WHAT NEEDS TO BE DONE: Each line of the data has to be written out again exactly as shown.

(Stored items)
◇ ◇ ◇ ◇ ◇

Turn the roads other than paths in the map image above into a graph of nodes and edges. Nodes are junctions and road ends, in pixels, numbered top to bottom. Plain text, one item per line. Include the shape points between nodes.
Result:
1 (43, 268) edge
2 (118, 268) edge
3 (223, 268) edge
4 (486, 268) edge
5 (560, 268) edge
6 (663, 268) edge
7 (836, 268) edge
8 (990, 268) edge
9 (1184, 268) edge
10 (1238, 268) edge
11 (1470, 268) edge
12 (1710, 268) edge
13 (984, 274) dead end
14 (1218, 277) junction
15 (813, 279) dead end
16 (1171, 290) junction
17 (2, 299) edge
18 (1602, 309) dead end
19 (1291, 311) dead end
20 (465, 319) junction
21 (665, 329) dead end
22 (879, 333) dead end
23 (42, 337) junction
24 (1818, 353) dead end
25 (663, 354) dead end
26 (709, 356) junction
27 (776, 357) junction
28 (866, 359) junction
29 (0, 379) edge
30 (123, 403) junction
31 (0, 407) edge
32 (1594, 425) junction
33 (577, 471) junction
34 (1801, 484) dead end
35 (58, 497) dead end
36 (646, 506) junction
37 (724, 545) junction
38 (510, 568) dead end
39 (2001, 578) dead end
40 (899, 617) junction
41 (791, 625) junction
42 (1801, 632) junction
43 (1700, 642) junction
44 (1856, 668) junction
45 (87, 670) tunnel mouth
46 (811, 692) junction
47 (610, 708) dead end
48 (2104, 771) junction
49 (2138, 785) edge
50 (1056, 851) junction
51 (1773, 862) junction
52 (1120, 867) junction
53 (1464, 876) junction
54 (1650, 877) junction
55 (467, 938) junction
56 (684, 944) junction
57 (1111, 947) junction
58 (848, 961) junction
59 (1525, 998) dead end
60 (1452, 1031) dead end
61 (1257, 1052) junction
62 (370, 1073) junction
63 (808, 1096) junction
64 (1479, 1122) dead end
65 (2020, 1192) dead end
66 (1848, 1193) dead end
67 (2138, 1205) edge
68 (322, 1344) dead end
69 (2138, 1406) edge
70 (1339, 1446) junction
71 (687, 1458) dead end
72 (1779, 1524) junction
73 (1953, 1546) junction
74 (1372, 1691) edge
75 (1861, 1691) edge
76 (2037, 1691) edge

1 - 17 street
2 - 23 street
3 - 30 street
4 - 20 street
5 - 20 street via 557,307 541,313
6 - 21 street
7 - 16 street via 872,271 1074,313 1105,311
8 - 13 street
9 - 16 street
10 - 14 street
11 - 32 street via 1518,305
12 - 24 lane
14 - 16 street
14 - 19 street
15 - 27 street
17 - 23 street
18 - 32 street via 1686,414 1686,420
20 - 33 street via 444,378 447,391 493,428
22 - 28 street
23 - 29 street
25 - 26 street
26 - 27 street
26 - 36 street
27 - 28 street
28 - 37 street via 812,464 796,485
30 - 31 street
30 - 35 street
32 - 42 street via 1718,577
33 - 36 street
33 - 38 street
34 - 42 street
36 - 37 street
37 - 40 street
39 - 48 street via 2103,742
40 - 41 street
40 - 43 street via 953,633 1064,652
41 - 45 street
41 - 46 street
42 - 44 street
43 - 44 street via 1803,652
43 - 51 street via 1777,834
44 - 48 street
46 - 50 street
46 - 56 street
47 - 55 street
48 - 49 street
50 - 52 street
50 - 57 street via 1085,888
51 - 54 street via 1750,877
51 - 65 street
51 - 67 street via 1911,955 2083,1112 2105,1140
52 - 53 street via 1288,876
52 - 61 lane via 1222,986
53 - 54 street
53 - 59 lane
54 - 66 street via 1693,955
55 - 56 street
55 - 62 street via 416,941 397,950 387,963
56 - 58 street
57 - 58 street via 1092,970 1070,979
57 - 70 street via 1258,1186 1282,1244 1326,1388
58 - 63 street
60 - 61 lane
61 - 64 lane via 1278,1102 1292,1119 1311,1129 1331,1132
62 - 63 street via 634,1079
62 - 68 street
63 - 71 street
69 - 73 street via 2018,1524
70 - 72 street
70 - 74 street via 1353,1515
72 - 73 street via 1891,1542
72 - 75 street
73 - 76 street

◇ ◇ ◇ ◇ ◇

PROBLEM SOLUTION:
Turn the roads other than paths in the map image above into a graph of nodes and edges. Nodes are junctions and road ends, in pixels, numbered top to bottom. Plain text, one item per line. Include the shape points between nodes.
Result:
1 (43, 268) edge
2 (118, 268) edge
3 (223, 268) edge
4 (486, 268) edge
5 (560, 268) edge
6 (663, 268) edge
7 (836, 268) edge
8 (990, 268) edge
9 (1184, 268) edge
10 (1238, 268) edge
11 (1470, 268) edge
12 (1710, 268) edge
13 (984, 274) dead end
14 (1218, 277) junction
15 (813, 279) dead end
16 (1171, 290) junction
17 (2, 299) edge
18 (1602, 309) dead end
19 (1291, 311) dead end
20 (465, 319) junction
21 (665, 329) dead end
22 (879, 333) dead end
23 (42, 337) junction
24 (1818, 353) dead end
25 (663, 354) dead end
26 (709, 356) junction
27 (776, 357) junction
28 (866, 359) junction
29 (0, 379) edge
30 (123, 403) junction
31 (0, 407) edge
32 (1594, 425) junction
33 (577, 471) junction
34 (1801, 484) dead end
35 (58, 497) dead end
36 (646, 506) junction
37 (724, 545) junction
38 (510, 568) dead end
39 (2001, 578) dead end
40 (899, 617) junction
41 (791, 625) junction
42 (1801, 632) junction
43 (1700, 642) junction
44 (1856, 668) junction
45 (87, 670) tunnel mouth
46 (811, 692) junction
47 (610, 708) dead end
48 (2104, 771) junction
49 (2138, 785) edge
50 (1056, 851) junction
51 (1773, 862) junction
52 (1120, 867) junction
53 (1464, 876) junction
54 (1650, 877) junction
55 (467, 938) junction
56 (684, 944) junction
57 (1111, 947) junction
58 (848, 961) junction
59 (1525, 998) dead end
60 (1452, 1031) dead end
61 (1257, 1052) junction
62 (370, 1073) junction
63 (808, 1096) junction
64 (1479, 1122) dead end
65 (2020, 1192) dead end
66 (1848, 1193) dead end
67 (2138, 1205) edge
68 (322, 1344) dead end
69 (2138, 1406) edge
70 (1339, 1446) junction
71 (687, 1458) dead end
72 (1779, 1524) junction
73 (1953, 1546) junction
74 (1372, 1691) edge
75 (1861, 1691) edge
76 (2037, 1691) edge

1 - 17 street
2 - 23 street
3 - 30 street
4 - 20 street
5 - 20 street via 557,307 541,313
6 - 21 street
7 - 16 street via 872,271 1074,313 1105,311
8 - 13 street
9 - 16 street
10 - 14 street
11 - 32 street via 1518,305
12 - 24 lane
14 - 16 street
14 - 19 street
15 - 27 street
17 - 23 street
18 - 32 street via 1686,414 1686,420
20 - 33 street via 444,378 447,391 493,428
22 - 28 street
23 - 29 street
25 - 26 street
26 - 27 street
26 - 36 street
27 - 28 street
28 - 37 street via 812,464 796,485
30 - 31 street
30 - 35 street
32 - 42 street via 1718,577
33 - 36 street
33 - 38 street
34 - 42 street
36 - 37 street
37 - 40 street
39 - 48 street via 2103,742
40 - 41 street
40 - 43 street via 953,633 1064,652
41 - 45 street
41 - 46 street
42 - 44 street
43 - 44 street via 1803,652
43 - 51 street via 1777,834
44 - 48 street
46 - 50 street
46 - 56 street
47 - 55 street
48 - 49 street
50 - 52 street
50 - 57 street via 1085,888
51 - 54 street via 1750,877
51 - 65 street
51 - 67 street via 1911,955 2083,1112 2105,1140
52 - 53 street via 1288,876
52 - 61 lane via 1222,986
53 - 54 street
53 - 59 lane
54 - 66 street via 1693,955
55 - 56 street
55 - 62 street via 416,941 397,950 387,963
56 - 58 street
57 - 58 street via 1092,970 1070,979
57 - 70 street via 1258,1186 1282,1244 1326,1388
58 - 63 street
60 - 61 lane
61 - 64 lane via 1278,1102 1292,1119 1311,1129 1331,1132
62 - 63 street via 634,1079
62 - 68 street
63 - 71 street
69 - 73 street via 2018,1524
70 - 72 street
70 - 74 street via 1353,1515
72 - 73 street via 1891,1542
72 - 75 street
73 - 76 street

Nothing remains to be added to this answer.